Because - After giving us all-instrumental versions of Eleanor Rigby and Within You Without You, the Anthology now presents an all-vocal variation of this simple, gorgeous Lennon composition.  John, Paul and George spent many hours over two days perfecting their three-part harmonies under the tutelage of producer George Martin.  He recorded them three times over, resulting in nine heavenly voices for the finished product.

Let It Be - While it makes some sense to place this McCartney hymn near the end of the series - after all, it was the group's last single and the title track of the final album to be released - this early take really belongs with the rest of the Get Back selections.  Paul seems to be introducing this song on January 25th, though the others soon join in, with John and George providing some nice backing vocals.  For no apparent reason, the Anthology tops and tails this take with remarks from John made on the 31st.

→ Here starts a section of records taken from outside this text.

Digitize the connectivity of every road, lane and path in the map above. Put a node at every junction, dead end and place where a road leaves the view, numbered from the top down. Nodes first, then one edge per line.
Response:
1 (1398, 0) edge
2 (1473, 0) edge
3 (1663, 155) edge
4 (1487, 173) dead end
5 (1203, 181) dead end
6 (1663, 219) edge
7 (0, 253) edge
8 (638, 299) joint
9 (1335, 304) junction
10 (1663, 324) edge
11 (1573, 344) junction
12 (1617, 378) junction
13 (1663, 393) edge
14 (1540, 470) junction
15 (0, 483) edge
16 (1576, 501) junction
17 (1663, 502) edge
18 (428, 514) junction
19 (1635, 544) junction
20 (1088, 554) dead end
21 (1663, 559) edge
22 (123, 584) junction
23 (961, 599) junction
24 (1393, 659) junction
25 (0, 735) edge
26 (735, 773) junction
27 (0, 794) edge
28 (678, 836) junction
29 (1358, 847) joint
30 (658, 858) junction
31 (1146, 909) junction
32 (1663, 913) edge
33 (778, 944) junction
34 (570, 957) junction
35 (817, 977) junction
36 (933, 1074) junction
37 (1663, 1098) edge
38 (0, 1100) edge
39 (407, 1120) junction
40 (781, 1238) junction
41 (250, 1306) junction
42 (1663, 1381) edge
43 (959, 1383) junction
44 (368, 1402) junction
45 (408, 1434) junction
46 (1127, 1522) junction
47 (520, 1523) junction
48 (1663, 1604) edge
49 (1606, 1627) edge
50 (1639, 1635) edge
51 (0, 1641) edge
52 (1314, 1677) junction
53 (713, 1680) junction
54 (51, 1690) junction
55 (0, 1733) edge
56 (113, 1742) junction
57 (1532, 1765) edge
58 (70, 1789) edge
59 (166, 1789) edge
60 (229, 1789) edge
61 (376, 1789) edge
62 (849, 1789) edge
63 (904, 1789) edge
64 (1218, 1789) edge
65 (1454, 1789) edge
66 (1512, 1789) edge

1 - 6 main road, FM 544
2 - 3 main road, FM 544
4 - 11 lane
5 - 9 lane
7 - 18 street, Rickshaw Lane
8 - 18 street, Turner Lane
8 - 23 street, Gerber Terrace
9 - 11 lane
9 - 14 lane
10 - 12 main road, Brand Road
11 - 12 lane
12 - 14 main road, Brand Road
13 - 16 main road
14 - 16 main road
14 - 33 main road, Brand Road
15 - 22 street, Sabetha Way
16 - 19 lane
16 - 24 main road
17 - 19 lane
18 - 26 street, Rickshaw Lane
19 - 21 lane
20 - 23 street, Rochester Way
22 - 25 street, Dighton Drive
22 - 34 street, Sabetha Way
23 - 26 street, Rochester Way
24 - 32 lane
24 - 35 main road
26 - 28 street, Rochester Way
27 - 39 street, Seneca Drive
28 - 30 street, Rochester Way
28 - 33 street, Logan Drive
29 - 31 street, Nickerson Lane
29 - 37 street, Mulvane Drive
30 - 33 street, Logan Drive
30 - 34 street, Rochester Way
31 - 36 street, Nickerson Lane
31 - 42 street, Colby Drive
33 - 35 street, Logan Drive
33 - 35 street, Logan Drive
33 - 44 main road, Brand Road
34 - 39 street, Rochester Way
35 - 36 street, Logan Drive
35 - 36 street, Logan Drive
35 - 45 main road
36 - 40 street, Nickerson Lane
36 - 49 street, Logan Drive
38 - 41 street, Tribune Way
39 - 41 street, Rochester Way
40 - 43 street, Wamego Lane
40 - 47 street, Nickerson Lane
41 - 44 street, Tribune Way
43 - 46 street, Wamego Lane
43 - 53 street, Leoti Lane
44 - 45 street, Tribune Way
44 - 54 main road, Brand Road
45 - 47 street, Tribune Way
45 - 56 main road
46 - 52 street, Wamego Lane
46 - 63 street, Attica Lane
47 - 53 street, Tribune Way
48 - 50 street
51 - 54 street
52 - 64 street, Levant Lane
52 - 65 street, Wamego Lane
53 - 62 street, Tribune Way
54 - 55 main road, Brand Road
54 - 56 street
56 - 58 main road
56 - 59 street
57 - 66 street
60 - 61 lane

I Me Mine - On the other hand, this short ditty from Harrison absolutely belongs here.  It was the last new song to be recorded by the Beatles, though John had quit the group months earlier and was not present.  George, Paul and Ringo spent January 3rd, 1970 in the studio working on this tune so it could be included in the second attempt by Glyn Johns to create a Get Back album.  Months later, Phil Spector extended the song by repeating the chorus and second verse, then overdubbed an orchestra and choir onto the track.

The End - The only choice to bring this exhaustive collection to its logical conclusion is this closing piece from the Abbey Road medley.  The track picks up at the point of Ringo's drum solo, which we now hear wasn't actually a solo at all, as guitars (later deleted) continue to squawk around his steady beat.  Then a jump is made straight into the guitar duel, followed by the cosmic couplet and an enhanced version of the orchestra's grand finale.

But wait!  There's more!  (And I swear I even predicted this before hearing it for the very first time - though not in this exact form.)  Out of the silence, a sound grows: it is the final E major piano chord from A Day in the Life played backwards, getting louder and louder until the actual moment that John, Paul, Ringo and assistant Mal Evans struck the keys simultaneously.  The sound then fades as it normally did at the end of Sgt. Pepper.